The Best American Newspaper Narratives, Volume 10

Access: Use of this item is restricted to the UNT Community
This anthology collects the ten winners of the 2022 Best American Newspaper Narrative Writing Contest at UNT’s Mayborn Literary Nonfiction Conference. First place winner: Jason Fagone, “The Jessica Simulation: Love and Loss in the Age of A.I.,” about one man’s attempt to still communicate with his dead fiancée (San Francisco Chronicle). Second place: Jenna Russell, Penelope Overton, and David Abel, “The Lobster Trap” (The Boston Globe and Portland Press Herald). Third place: Jada Yuan, “Discovering Dr. Wu” (The Washington Post).

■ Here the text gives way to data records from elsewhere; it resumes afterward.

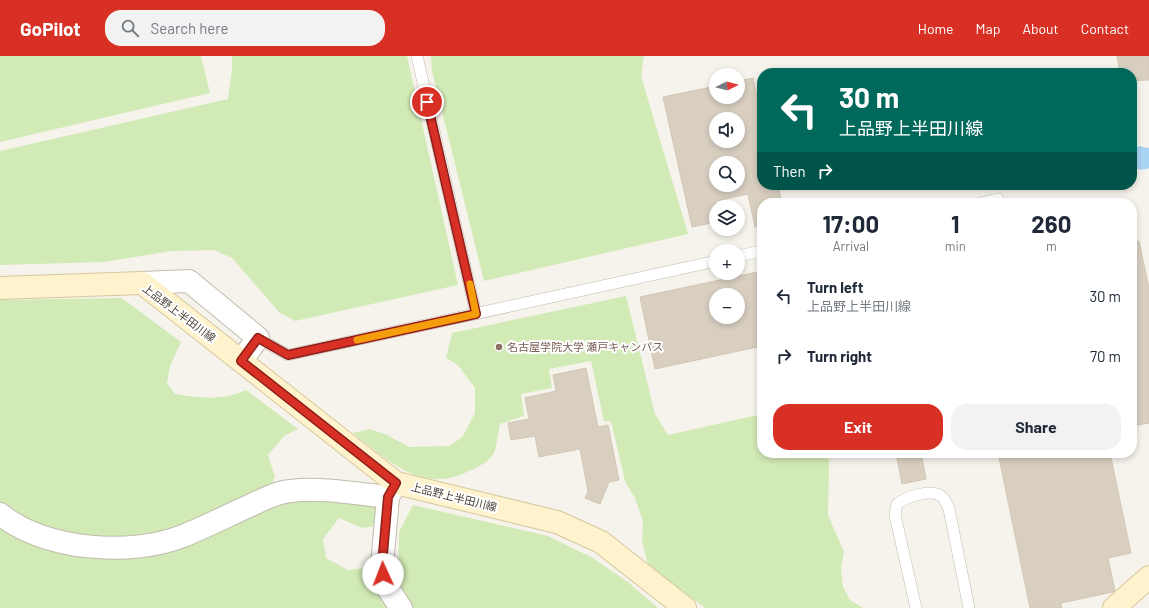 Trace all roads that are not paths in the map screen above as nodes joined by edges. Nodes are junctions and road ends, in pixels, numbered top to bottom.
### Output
1 (417, 56) edge
2 (757, 252) edge
3 (745, 255) edge
4 (709, 263) edge
5 (142, 283) junction
6 (0, 288) edge
7 (476, 314) junction
8 (258, 338) junction
9 (241, 361) junction
10 (392, 490) junction
11 (0, 514) edge
12 (1149, 578) edge
13 (401, 608) edge
14 (685, 608) edge
15 (916, 608) edge
16 (969, 608) edge
17 (1114, 608) edge

1 - 7 lane
2 - 3 lane
4 - 7 lane
5 - 6 street, 上品野上半田川線
5 - 8 street
5 - 9 street, 上品野上半田川線
7 - 8 lane
8 - 9 street
9 - 10 street, 上品野上半田川線
10 - 11 street
10 - 13 street
10 - 14 street, 上品野上半田川線
12 - 17 street
15 - 16 lane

Runners-up include Lane DeGregory, “Who Wants to Be a Cop? (Tampa Bay Times); Christopher Goffard, “The Trials of Frank Carson” (Los Angeles Times); Evan Allen, “Under the Wheel” (The Boston Globe); Mark Johnson, “A Wisconsin Mom Gave Birth in a COVID-19 Coma before Slipping to the Brink of Death” (Milwaukee Journal Sentinel); Annie Gowen, “A Dance, Not a War” (The Washington Post); Peter Jamison, “They’d Battled Addiction Together. Then Lockdowns became a ‘Recipe for Death’” (The Washington Post); and Douglas Perry, “The Obsession” (The Oregonian / Oregon Live).